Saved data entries
##########
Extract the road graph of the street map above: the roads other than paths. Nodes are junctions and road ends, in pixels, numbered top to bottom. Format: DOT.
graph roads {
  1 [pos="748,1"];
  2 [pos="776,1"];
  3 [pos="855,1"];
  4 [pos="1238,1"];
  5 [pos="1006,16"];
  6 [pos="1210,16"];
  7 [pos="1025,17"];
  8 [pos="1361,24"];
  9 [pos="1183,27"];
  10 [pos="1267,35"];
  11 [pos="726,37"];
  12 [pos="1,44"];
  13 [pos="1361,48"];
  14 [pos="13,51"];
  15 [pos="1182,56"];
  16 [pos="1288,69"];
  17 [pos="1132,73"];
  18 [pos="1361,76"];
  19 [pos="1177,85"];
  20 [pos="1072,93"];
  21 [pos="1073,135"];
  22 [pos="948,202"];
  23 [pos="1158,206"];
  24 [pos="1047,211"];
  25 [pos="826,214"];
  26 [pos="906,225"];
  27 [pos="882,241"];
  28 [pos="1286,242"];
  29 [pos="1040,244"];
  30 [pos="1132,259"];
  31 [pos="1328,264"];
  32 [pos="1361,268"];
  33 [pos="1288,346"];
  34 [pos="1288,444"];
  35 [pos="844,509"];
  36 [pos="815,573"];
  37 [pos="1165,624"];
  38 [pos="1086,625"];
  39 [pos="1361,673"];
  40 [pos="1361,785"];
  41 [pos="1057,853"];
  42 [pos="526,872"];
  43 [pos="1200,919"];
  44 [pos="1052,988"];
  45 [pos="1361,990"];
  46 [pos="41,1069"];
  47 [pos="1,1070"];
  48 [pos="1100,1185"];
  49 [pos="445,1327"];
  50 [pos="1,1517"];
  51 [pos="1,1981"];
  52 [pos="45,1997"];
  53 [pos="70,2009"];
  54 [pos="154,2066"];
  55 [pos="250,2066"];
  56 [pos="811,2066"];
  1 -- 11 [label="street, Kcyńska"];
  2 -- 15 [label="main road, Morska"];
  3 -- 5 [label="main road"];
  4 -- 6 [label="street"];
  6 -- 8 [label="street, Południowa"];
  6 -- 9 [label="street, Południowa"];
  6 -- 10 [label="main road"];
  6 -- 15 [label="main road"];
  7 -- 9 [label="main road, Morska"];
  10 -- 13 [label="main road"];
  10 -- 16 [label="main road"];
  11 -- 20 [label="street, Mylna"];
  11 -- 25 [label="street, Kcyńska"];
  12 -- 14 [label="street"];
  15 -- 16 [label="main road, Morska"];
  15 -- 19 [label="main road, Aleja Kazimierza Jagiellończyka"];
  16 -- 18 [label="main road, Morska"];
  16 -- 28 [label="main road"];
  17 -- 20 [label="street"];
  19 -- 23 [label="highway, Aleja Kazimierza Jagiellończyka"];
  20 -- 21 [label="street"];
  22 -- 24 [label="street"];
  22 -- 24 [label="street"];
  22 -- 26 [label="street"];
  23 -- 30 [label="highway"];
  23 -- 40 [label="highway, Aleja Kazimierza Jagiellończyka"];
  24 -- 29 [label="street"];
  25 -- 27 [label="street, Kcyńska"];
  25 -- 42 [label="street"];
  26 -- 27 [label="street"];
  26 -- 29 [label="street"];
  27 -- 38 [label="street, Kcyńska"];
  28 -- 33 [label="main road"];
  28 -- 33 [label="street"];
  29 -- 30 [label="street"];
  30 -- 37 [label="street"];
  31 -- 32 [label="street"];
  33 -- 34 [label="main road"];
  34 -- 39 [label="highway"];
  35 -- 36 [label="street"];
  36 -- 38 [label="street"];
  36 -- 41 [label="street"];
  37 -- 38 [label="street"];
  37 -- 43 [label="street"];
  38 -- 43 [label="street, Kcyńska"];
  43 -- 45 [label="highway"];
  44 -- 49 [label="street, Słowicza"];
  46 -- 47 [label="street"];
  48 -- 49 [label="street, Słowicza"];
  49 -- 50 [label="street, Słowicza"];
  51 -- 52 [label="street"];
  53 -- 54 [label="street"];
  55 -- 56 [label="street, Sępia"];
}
##########
• _Assignment_:
Set the entries above down once more, exactly as they stand.

• _Response_:
Extract the road graph of the street map above: the roads other than paths. Nodes are junctions and road ends, in pixels, numbered top to bottom. Format: DOT.
graph roads {
  1 [pos="748,1"];
  2 [pos="776,1"];
  3 [pos="855,1"];
  4 [pos="1238,1"];
  5 [pos="1006,16"];
  6 [pos="1210,16"];
  7 [pos="1025,17"];
  8 [pos="1361,24"];
  9 [pos="1183,27"];
  10 [pos="1267,35"];
  11 [pos="726,37"];
  12 [pos="1,44"];
  13 [pos="1361,48"];
  14 [pos="13,51"];
  15 [pos="1182,56"];
  16 [pos="1288,69"];
  17 [pos="1132,73"];
  18 [pos="1361,76"];
  19 [pos="1177,85"];
  20 [pos="1072,93"];
  21 [pos="1073,135"];
  22 [pos="948,202"];
  23 [pos="1158,206"];
  24 [pos="1047,211"];
  25 [pos="826,214"];
  26 [pos="906,225"];
  27 [pos="882,241"];
  28 [pos="1286,242"];
  29 [pos="1040,244"];
  30 [pos="1132,259"];
  31 [pos="1328,264"];
  32 [pos="1361,268"];
  33 [pos="1288,346"];
  34 [pos="1288,444"];
  35 [pos="844,509"];
  36 [pos="815,573"];
  37 [pos="1165,624"];
  38 [pos="1086,625"];
  39 [pos="1361,673"];
  40 [pos="1361,785"];
  41 [pos="1057,853"];
  42 [pos="526,872"];
  43 [pos="1200,919"];
  44 [pos="1052,988"];
  45 [pos="1361,990"];
  46 [pos="41,1069"];
  47 [pos="1,1070"];
  48 [pos="1100,1185"];
  49 [pos="445,1327"];
  50 [pos="1,1517"];
  51 [pos="1,1981"];
  52 [pos="45,1997"];
  53 [pos="70,2009"];
  54 [pos="154,2066"];
  55 [pos="250,2066"];
  56 [pos="811,2066"];
  1 -- 11 [label="street, Kcyńska"];
  2 -- 15 [label="main road, Morska"];
  3 -- 5 [label="main road"];
  4 -- 6 [label="street"];
  6 -- 8 [label="street, Południowa"];
  6 -- 9 [label="street, Południowa"];
  6 -- 10 [label="main road"];
  6 -- 15 [label="main road"];
  7 -- 9 [label="main road, Morska"];
  10 -- 13 [label="main road"];
  10 -- 16 [label="main road"];
  11 -- 20 [label="street, Mylna"];
  11 -- 25 [label="street, Kcyńska"];
  12 -- 14 [label="street"];
  15 -- 16 [label="main road, Morska"];
  15 -- 19 [label="main road, Aleja Kazimierza Jagiellończyka"];
  16 -- 18 [label="main road, Morska"];
  16 -- 28 [label="main road"];
  17 -- 20 [label="street"];
  19 -- 23 [label="highway, Aleja Kazimierza Jagiellończyka"];
  20 -- 21 [label="street"];
  22 -- 24 [label="street"];
  22 -- 24 [label="street"];
  22 -- 26 [label="street"];
  23 -- 30 [label="highway"];
  23 -- 40 [label="highway, Aleja Kazimierza Jagiellończyka"];
  24 -- 29 [label="street"];
  25 -- 27 [label="street, Kcyńska"];
  25 -- 42 [label="street"];
  26 -- 27 [label="street"];
  26 -- 29 [label="street"];
  27 -- 38 [label="street, Kcyńska"];
  28 -- 33 [label="main road"];
  28 -- 33 [label="street"];
  29 -- 30 [label="street"];
  30 -- 37 [label="street"];
  31 -- 32 [label="street"];
  33 -- 34 [label="main road"];
  34 -- 39 [label="highway"];
  35 -- 36 [label="street"];
  36 -- 38 [label="street"];
  36 -- 41 [label="street"];
  37 -- 38 [label="street"];
  37 -- 43 [label="street"];
  38 -- 43 [label="street, Kcyńska"];
  43 -- 45 [label="highway"];
  44 -- 49 [label="street, Słowicza"];
  46 -- 47 [label="street"];
  48 -- 49 [label="street, Słowicza"];
  49 -- 50 [label="street, Słowicza"];
  51 -- 52 [label="street"];
  53 -- 54 [label="street"];
  55 -- 56 [label="street, Sępia"];
}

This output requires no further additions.